> Entries shown
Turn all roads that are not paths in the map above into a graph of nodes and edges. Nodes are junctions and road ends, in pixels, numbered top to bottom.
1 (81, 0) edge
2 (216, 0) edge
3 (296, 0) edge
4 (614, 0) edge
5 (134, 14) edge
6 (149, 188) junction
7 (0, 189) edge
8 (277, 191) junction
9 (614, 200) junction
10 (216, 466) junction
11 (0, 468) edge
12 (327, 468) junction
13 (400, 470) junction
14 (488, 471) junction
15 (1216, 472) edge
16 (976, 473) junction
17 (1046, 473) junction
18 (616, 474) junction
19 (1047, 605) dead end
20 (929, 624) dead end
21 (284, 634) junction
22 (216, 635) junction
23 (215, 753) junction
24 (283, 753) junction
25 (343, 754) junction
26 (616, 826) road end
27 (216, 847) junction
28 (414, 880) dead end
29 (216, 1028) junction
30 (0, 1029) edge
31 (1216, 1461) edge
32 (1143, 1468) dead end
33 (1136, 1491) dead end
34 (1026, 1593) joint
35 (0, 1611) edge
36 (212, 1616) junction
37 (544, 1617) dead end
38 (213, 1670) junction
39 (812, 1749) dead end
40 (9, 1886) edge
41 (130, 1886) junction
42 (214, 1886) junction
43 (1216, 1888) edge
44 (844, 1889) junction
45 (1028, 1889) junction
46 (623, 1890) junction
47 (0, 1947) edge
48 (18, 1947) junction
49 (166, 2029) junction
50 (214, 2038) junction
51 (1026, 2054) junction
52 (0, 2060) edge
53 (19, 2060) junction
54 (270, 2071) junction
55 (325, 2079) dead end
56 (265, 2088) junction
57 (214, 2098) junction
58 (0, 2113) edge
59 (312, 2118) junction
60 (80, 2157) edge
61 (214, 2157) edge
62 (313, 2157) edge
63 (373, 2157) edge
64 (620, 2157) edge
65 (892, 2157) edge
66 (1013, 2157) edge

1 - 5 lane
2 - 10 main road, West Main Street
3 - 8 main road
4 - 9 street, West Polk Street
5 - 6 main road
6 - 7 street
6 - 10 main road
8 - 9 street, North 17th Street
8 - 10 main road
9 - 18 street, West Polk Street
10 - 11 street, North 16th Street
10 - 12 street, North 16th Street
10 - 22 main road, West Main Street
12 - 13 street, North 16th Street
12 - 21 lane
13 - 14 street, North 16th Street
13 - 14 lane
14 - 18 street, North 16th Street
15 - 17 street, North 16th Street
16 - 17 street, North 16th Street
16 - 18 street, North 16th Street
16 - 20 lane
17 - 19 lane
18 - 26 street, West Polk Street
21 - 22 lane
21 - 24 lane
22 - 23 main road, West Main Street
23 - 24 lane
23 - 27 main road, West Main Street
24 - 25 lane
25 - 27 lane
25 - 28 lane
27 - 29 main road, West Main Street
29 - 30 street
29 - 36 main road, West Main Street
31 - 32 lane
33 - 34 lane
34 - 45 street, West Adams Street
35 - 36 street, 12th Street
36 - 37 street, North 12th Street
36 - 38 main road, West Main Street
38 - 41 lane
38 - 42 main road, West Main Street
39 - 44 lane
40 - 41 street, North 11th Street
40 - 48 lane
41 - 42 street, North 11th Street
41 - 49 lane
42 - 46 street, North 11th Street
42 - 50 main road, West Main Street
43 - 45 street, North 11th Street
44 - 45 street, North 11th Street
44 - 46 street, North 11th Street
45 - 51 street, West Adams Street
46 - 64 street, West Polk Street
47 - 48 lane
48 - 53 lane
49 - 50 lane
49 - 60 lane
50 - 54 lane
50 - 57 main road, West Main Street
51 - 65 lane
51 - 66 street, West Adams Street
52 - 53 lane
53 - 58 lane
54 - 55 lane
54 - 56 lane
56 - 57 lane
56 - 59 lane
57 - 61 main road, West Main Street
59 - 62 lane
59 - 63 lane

> Exercise instructions
All lines that hold the word "dead" should be copied from the data.

> Completed exercise
19 (1047, 605) dead end
20 (929, 624) dead end
28 (414, 880) dead end
32 (1143, 1468) dead end
33 (1136, 1491) dead end
37 (544, 1617) dead end
39 (812, 1749) dead end
55 (325, 2079) dead end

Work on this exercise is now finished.